Duele.
Es lo único que se puede decir,
aun sabiendo que esa palabra no expresa lo suficiente.
Hasta ahora no te planteabas que
las cosas pudieran cambiar de manera tan drástica. Era un “ni contigo ni sin
ti”. Sabías que, aunque las cosas eran más difíciles, aún podías contar con lo
que siempre habías contado. Nunca pensaste lo que podía suceder; es más, en tu cabeza
eso era imposible.
No. Mentira. En realidad, tú
sabías que pasaría. Lo sabías. Siempre pasa. Pero, por algún motivo, tu puto
subconsciente te engaña. Te dice que no va a pasar. Te dice que todo será
perfecto. Te dice lo que quieres que te diga.
Por una serie de circunstancias,
las cosas cambian. Y duele. Duele pararte a pensar en lo que pasará a partir de
ahora sin contar con lo que siempre habías contado.
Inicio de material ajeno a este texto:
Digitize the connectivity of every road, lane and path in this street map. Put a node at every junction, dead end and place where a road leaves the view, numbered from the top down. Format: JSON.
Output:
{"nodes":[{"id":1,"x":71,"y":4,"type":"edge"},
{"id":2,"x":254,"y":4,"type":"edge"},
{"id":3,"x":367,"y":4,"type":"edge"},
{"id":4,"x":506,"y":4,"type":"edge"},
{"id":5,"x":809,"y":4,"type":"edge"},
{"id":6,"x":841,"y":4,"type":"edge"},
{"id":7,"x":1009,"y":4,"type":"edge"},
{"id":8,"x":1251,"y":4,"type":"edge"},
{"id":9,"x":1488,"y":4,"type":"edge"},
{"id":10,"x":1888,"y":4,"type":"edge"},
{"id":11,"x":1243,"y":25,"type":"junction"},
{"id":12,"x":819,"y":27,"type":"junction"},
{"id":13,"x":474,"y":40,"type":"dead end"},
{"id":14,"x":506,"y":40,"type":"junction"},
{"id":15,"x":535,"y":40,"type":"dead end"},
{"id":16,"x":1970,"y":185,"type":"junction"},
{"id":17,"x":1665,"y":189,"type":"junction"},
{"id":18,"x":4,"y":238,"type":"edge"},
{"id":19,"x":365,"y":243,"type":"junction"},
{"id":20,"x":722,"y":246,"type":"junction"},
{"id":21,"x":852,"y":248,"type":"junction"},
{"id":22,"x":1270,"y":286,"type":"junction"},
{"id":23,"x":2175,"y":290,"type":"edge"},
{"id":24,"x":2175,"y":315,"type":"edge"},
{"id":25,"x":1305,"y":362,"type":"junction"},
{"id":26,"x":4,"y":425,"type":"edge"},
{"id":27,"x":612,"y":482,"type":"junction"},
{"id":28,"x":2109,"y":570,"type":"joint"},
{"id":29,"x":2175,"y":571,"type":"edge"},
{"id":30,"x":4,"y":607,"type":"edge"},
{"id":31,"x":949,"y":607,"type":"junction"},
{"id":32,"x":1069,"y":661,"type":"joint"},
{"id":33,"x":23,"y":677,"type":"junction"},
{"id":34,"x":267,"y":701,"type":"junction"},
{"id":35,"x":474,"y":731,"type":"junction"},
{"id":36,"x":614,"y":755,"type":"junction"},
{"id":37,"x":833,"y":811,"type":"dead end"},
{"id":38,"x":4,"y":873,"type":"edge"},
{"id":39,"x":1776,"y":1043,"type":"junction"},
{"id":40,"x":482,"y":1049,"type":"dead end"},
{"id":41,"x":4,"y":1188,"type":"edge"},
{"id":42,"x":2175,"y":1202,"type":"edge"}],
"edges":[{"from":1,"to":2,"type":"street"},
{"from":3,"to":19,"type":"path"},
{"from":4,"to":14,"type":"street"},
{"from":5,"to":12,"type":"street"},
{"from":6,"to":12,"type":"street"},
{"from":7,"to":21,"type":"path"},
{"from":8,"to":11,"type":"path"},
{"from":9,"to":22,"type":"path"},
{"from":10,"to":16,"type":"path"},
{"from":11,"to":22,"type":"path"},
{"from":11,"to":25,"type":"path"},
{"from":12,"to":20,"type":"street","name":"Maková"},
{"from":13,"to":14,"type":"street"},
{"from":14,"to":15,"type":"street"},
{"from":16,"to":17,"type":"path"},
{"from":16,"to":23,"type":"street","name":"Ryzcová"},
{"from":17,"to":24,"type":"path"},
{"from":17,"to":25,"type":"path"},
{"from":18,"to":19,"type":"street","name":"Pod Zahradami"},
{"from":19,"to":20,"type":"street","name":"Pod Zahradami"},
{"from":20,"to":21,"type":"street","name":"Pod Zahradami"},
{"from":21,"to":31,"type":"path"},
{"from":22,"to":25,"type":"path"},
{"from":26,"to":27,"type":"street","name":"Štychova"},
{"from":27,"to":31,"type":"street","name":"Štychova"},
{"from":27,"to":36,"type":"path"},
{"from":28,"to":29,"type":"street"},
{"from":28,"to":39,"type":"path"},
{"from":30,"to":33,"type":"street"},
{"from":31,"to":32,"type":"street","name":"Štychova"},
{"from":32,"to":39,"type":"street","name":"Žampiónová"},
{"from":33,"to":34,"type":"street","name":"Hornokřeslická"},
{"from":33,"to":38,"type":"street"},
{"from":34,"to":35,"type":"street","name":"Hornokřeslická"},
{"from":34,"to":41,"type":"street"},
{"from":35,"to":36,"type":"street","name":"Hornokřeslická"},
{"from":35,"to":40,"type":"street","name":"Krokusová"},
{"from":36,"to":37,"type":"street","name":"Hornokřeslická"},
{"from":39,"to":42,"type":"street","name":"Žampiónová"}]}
Duele pensar en las
palabras con las que expresarlo. Sin embargo, aquí estás. Buscas las palabras
perfectas que sirvan para expresarte y desahogarte. Sientes que este papel es
tu paño de lágrimas. Pero no lo es. Escribes… te paras a pensar… escribes…
piensas… Y seguirás pensando mucho tiempo.
Intentas buscar la explicación.
Un error. Un despiste. Lo peor; eso es lo peor que puedes hacer. Lo sabes y aún
así lo haces.
También sabías que eso ocurriría
y, aún así, engañada por tu subconsciente, no hiciste nada por remediarlo.
La vida cambia. Tú, aunque no lo
quieras, cambias. Ni siquiera te sale una puta lágrima. Duele y ni siquiera
eres capaz de llorar. Quizás hace un mes habría dolido más; más de lo que duele
ahora. Cambias.
Te enfadas. Te enfadas contigo
misma por no remediarlo. Te enfadas porque no puedes llorar. Te enfadas por
saber que esto era irremediable.
Odias haber escrito lo que
sientes sabiendo que probablemente a los cinco minutos volverás a darle
vueltas. Aún así escribes.
Duele y sabes que es inevitable
que duela. Lo sabes porque algunos cambios conllevan ese dolor. Lo sabes porque
así es la vida. Porque la vida, aunque cambia,
sigue siendo la misma puta de siempre.